Justine:                      What year was this that you can’t, this is you going from the future of storytelling to Oculus.

Yelena:               Exactly.

Justine:               Okay. And what year was that?

Yelena:               That was about, that was about three and a half years ago.

Justine:               Okay, and you’ve been at Oculus ever since?

Yelena:               Exactly. Yeah. Yeah.

Justine:               Okay. And in this time that you’ve been here, is there anything particular that you’re especially proud about? Of course everything but the one creme de la creme that you’re most excited about?

Yelena:               Yeah, I know and it definitely feels like I’ve been here longer than three and a half years. I was talking about Vr is dog years where it feels like every year it’s been seven years because so much has happened. I feel like we’ve created so many projects that I’m personally really proud of. I guess the first one, if I, if I go chronologically, what was something that was really memorable was Henry from story studio winning the first Emmy for best original interactive and that would just felt like a very seminal moment where VR was recognized and appreciated and we started really seeing it as an art form and that was very exciting for the team but also very, very exciting for the industry because I think the community generally, we’re always like kind of pushing each other up and every time we break through some sort of sealing it kind of brings everyone up too, so I just remember that being a really special moment. I also am really proud of Dear Angelica, which is a project that we made with a tools that was created specifically for the project. Quill. I don’t know if you’ve seen it, but it’s all hand drawn, right? There’s something really unique and special about something that’s hand drawn. You just feel the human touch of it and it wows everyone. It makes people cry. It was just an example of another example of VR as an art form. And as the storytelling vehicle and also something different than people expected because it doesn’t have that CG look. It really has that human creative kind of pushed to it. I feel like that’s somewhat of a timeless piece. You can watch it over and over again. A few years later, it still feels fresh. And now Quill is its own thing and now a lot of storytellers and artists are starting to make some incredible projects using it.

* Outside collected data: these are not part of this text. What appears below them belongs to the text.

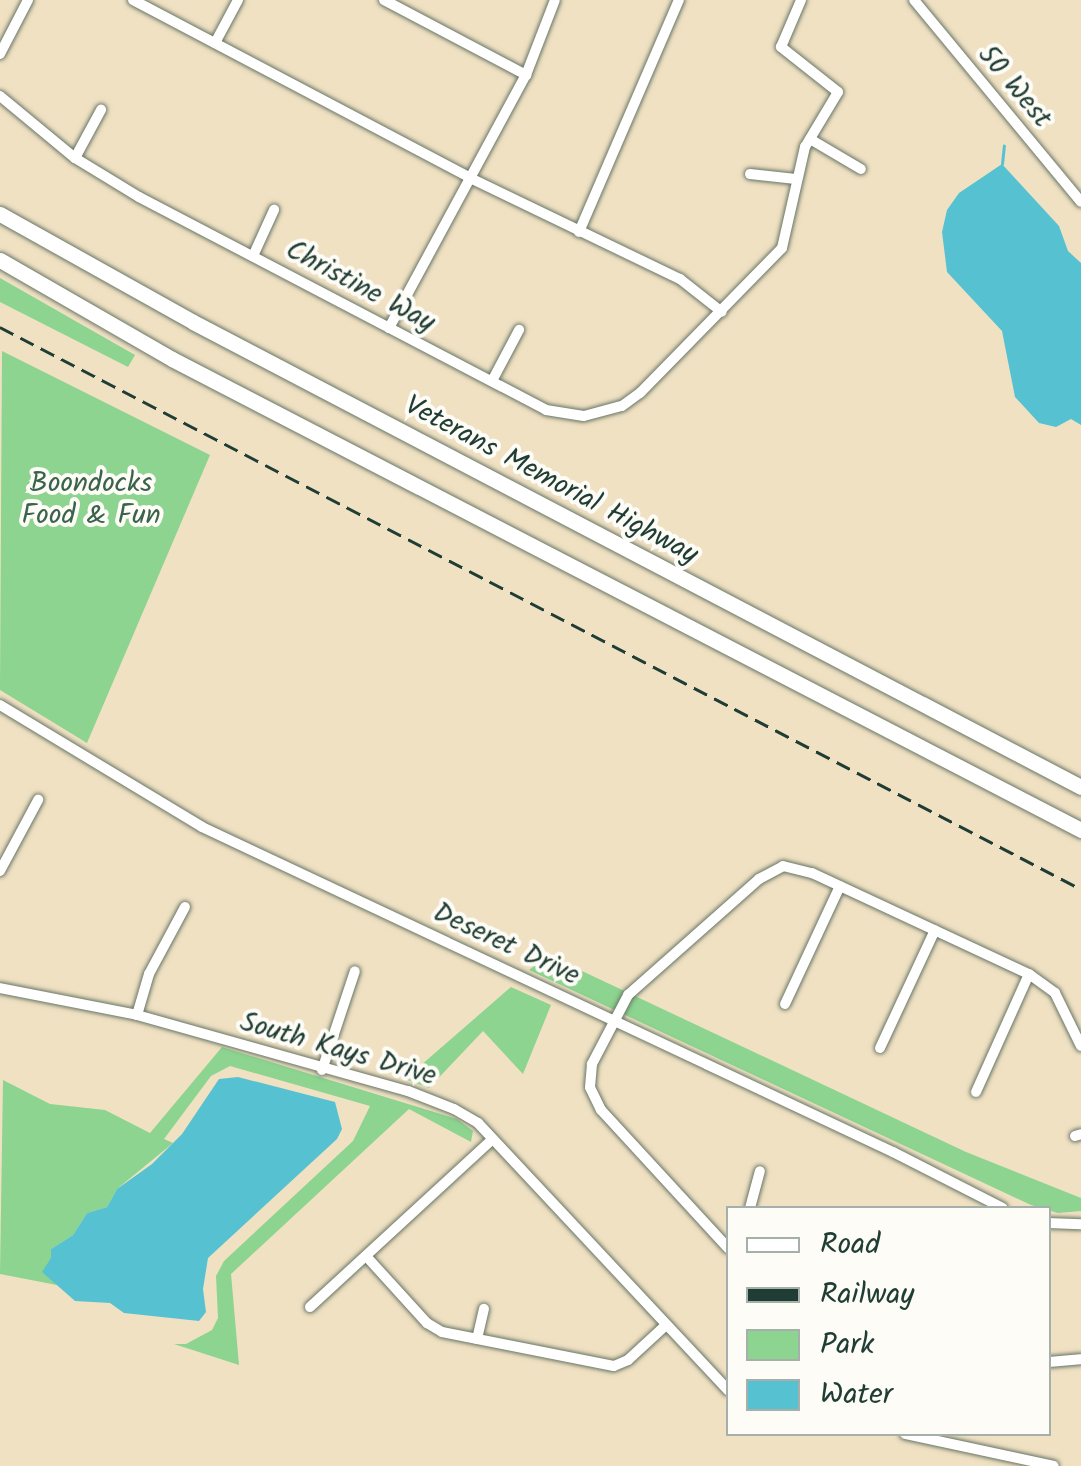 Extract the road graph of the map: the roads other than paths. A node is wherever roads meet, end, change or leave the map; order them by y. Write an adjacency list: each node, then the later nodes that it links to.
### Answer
1 (28, 0): 10 (street)
2 (133, 0): 9 (street)
3 (238, 0): 9 (street)
4 (384, 0): 11 (street)
5 (554, 0): 11 (street)
6 (679, 0): 23 (street)
7 (801, 0): 14 (street, Christine Way)
8 (914, 0): 20 (street, 50 West)
9 (214, 43): 18 (street)
10 (0, 54)
11 (526, 74): 18 (street)
12 (0, 96): 15 (street, Christine Way)
13 (101, 110): 15 (street)
14 (810, 138): 16 (street); 19 (street, Christine Way)
15 (74, 158): 24 (street, Christine Way)
16 (861, 169)
17 (750, 174): 19 (street)
18 (470, 178): 23 (street); 27 (street)
19 (796, 179): 26 (street, Christine Way)
20 (1080, 198)
21 (274, 210): 24 (street)
22 (0, 214): 31 (highway, Veterans Memorial Highway)
23 (579, 232): 26 (street)
24 (253, 256): 27 (street, Christine Way)
25 (0, 260): 33 (highway)
26 (722, 312): 29 (street, Christine Way)
27 (389, 328): 29 (street, Christine Way)
28 (519, 330): 29 (street)
29 (492, 382)
30 (0, 705): 43 (street, Deseret Drive)
31 (1081, 787)
32 (38, 800): 34 (street)
33 (1081, 830)
34 (0, 871)
35 (840, 886): 37 (street); 41 (street); 43 (street)
36 (185, 907): 42 (street)
37 (935, 930): 39 (street); 45 (street)
38 (355, 971): 46 (street)
39 (1029, 974): 44 (street); 47 (street)
40 (0, 988): 42 (street, South Kays Drive)
41 (785, 1004)
42 (137, 1016): 46 (street, South Kays Drive)
43 (614, 1020): 51 (street, Deseret Drive); 54 (street)
44 (1081, 1046)
45 (880, 1048)
46 (322, 1070): 48 (street, South Kays Drive)
47 (976, 1092)
48 (494, 1140): 55 (street); 58 (street, South Kays Drive)
49 (760, 1171): 50 (street)
50 (751, 1206)
51 (999, 1206)
52 (1051, 1223): 53 (street)
53 (1081, 1224)
54 (726, 1246)
55 (366, 1256): 56 (street); 59 (street)
56 (310, 1307)
57 (484, 1308): 59 (street)
58 (666, 1326): 59 (street); 62 (street, South Kays Drive)
59 (477, 1340)
60 (1081, 1359): 61 (street)
61 (1051, 1362)
62 (726, 1388)
63 (914, 1436): 64 (street)
64 (1054, 1466)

Yelena:               So it was really exciting to be part of that moment. I’ve also, let’s see, last year at Sundance was also incredibly exciting for me. We had five projects there. There was a project called Spheres and that was really special because that was a, a creator that I valued a lot. Eliza McNitt and me. And I’m a former colleague Saschka Unseld who was the director of Dear Angelica and the creative director of story studio. We gave a masterclass at NYU, two and a half years ago. And I remember this girl came up to us and she was telling us about this space opera VR project. And we’re like, oh, that’s very sweet. But we didn’t know is that she actually snuck into the class. She wasn’t a student, but she persists. You know, she had so much gumption and she was, you know, she wasn’t going to take no for an answer creating her project and spheres came out of that actually. And so it’s been really exciting to see her start from coming and finding us in this masterclass at NYU and a cold winter day to getting all of this recognition of winning, of being the first deal out of Sundance, of uh, just so many breakthroughs that she’s been able to have. And as well as the partnerships that she’s also been able to form, including Darren Aronofsky and now it’s at the Rockefeller Center. And so to see something start from so such like a small nugget to get to where it is now and it was also the first project at Telluride, first VR project Telluride and to see where it gets now, especially a strong female director, I think it was really special for me. And seven figures. I mean, I think that she did so much for the industry and being able to form those alliances and develop that kind of funding, gave hope to so many makers. So yes, she’s done a lot of great work there. Yeah, yeah. And the partnerships that she’s been able to form a lot of the out of the box creative thinking of how to get support and how to, you know, push it to so many different places and that’s, that’s what it takes. But I agree it’s just anyone that’s succeeds, just helps the rest of the community. This past year at Sundance was also really special, I think showing traveling while black. That’s also been a passion project of known the director Roger for the past six years or so…

Justine:               Can we talk about it a little?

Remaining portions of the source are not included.